The story is about a relationship between a young cow herding boy with an extraordinary flute playing ability. He is accompanied by his faithful water buffalo, and falls asleep in a tree. The first month of summer morning, in the south field, a naive lively shepherd boy rides the water buffalo to browse. The cow has suddenly been missing, originally the cow is drown on the waterfalls, which ignores the shepherd boy’s call for back. Hearing the sound which is sent out by the windy bamboo, he has the comprehension, then truncates the bamboo into a flute, plays the melodious delightful music. By the attraction of the whistle sound, the water buffalo is back to the shepherd boy side. The shepherd boy riding the cow back is treading the twilight boundary ridge between fields, easily returns.
The film did not contain any dialogues allowing it to be watched by any culture. The animation is essentially Chinese painting in motion, with a heavy emphasis on the flute melody.

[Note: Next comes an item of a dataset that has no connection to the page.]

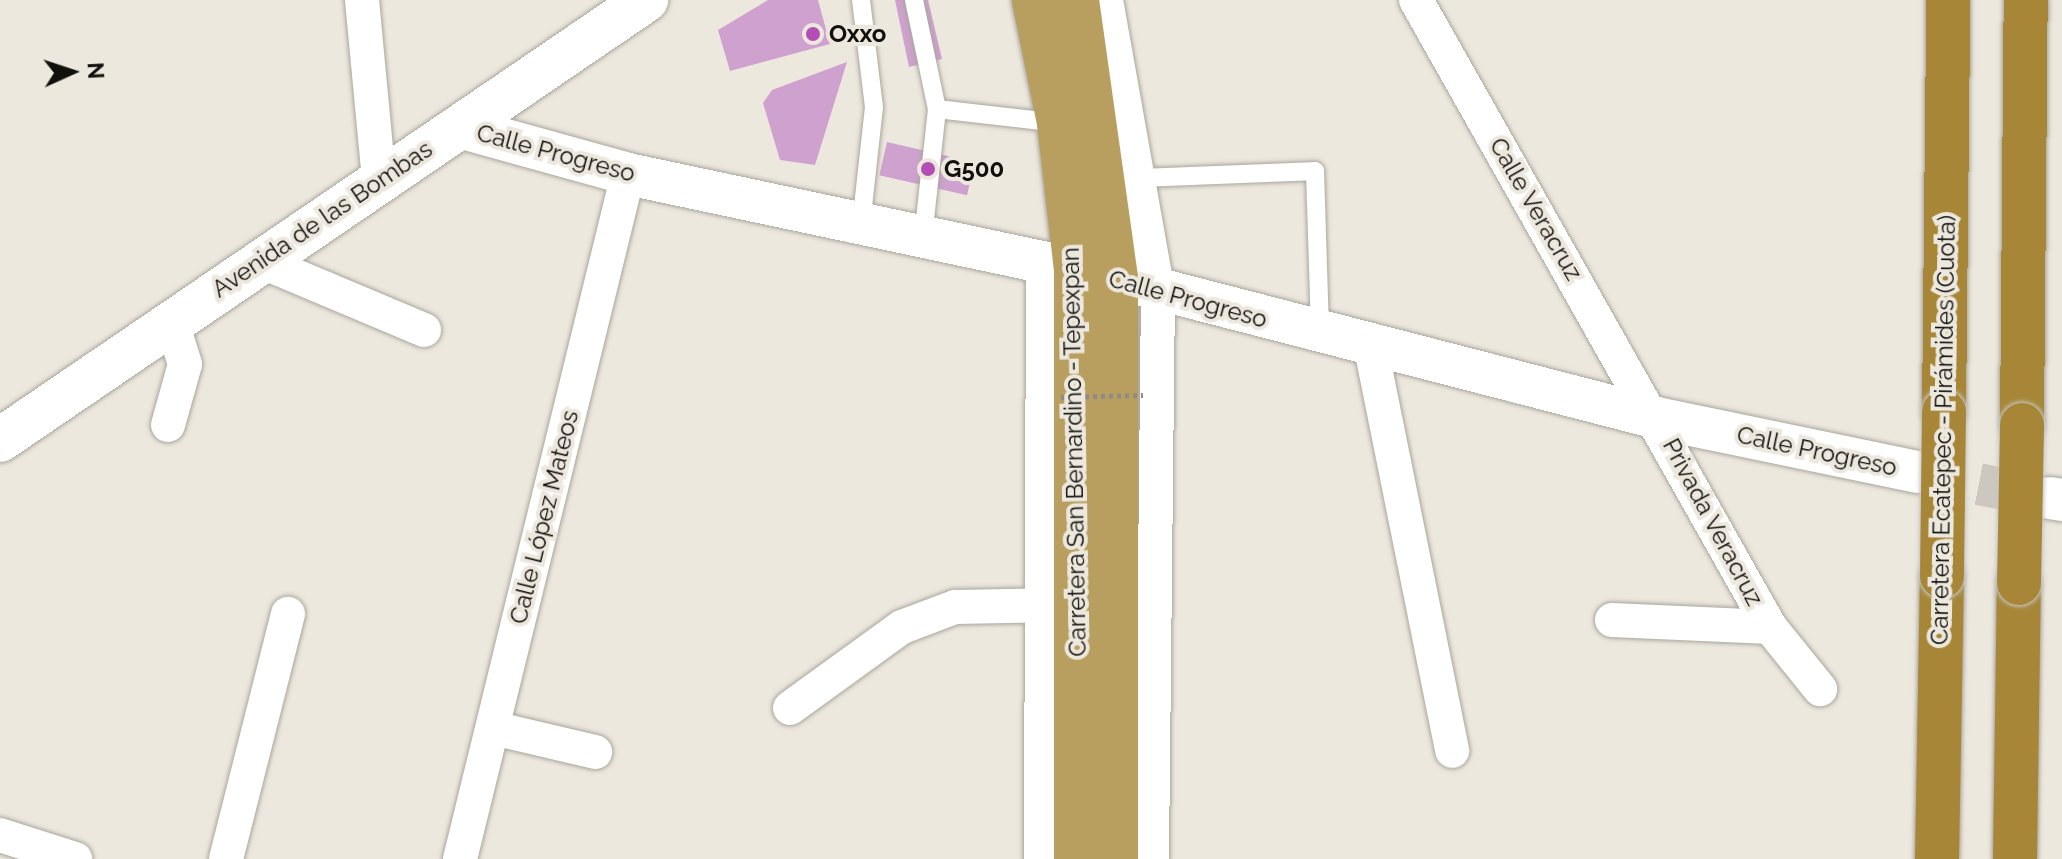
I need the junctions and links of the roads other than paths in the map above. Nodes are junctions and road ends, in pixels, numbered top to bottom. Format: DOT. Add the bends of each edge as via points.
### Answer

Using the images that abound in traditional landscape painting and focusing their narrative upon the delicate relationship between man and nature in Cowboy’s Flute, Te Wei (特伟Tè Wěi) and Qian Jajun (钱家骏Qián Jiājùn)created a wonderful genre of landscape painting-in-process. The film was an homage to Li Keran (李可染Lǐ Kěrǎn). the contemporary painter famous for his paintings of the countryside south of the Yangtze River (长江Chángjiāng). Enjoy it is like the movement of a landscape scroll that one slowly unravels. It’s a deliberate and downright playful manipulation of the animation medium. Cowboy’s Flute remains to this day one of the masterpieces of Chinese animation.
More than ten years later, the film won an award in Odense International Film Festival in 1979.